=== Task requirements ===
Return only that part of the material below which starts with the line containing "pinky pip: (253, 277)" and goes on through the line containing "middle tip: (395, 78)", restated exactly.

=== Source data ===
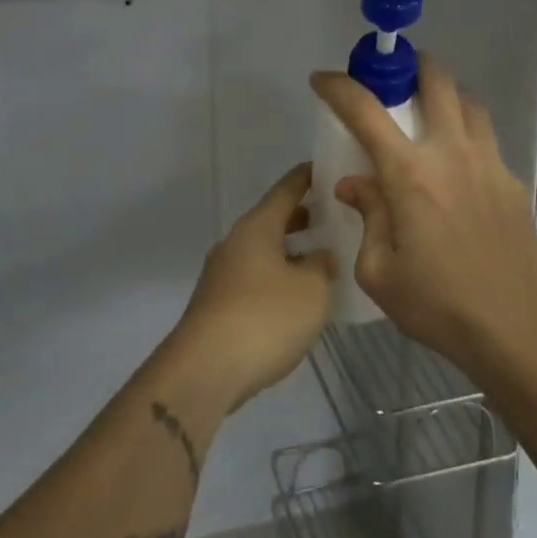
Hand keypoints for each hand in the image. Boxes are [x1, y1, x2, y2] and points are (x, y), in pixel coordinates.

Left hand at [174, 163, 334, 410]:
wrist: (204, 371)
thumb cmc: (265, 318)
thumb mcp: (312, 289)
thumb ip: (322, 265)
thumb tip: (321, 254)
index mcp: (257, 227)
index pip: (286, 190)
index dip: (307, 178)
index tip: (326, 167)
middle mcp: (235, 243)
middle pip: (271, 220)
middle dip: (301, 216)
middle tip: (332, 215)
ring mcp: (221, 274)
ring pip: (261, 250)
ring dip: (288, 250)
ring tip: (319, 258)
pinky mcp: (216, 305)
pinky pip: (253, 277)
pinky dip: (276, 276)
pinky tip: (294, 296)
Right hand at [310, 57, 536, 380]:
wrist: (514, 328)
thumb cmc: (437, 304)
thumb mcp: (379, 271)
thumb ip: (368, 215)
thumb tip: (355, 183)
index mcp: (410, 175)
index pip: (366, 112)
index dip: (339, 87)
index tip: (322, 79)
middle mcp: (452, 154)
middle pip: (437, 82)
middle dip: (412, 66)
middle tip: (395, 78)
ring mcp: (489, 164)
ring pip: (470, 103)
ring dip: (446, 95)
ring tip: (429, 115)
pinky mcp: (513, 182)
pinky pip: (487, 141)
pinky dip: (466, 137)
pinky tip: (457, 172)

=== Response below ===
pinky pip: (253, 277)
pinky dip: (276, 276)
pinky tip: (294, 296)
Right hand at [310, 57, 536, 380]:
wrist: (514, 328)
thumb cmc: (437, 304)
thumb mcp: (379, 271)
thumb ip: (368, 215)
thumb tip: (355, 183)
index mcp: (410, 175)
index pip: (366, 112)
index dip: (339, 87)
index tip: (322, 79)
middle mcp: (452, 154)
middle pip: (437, 82)
middle dip: (412, 66)
middle tip: (395, 78)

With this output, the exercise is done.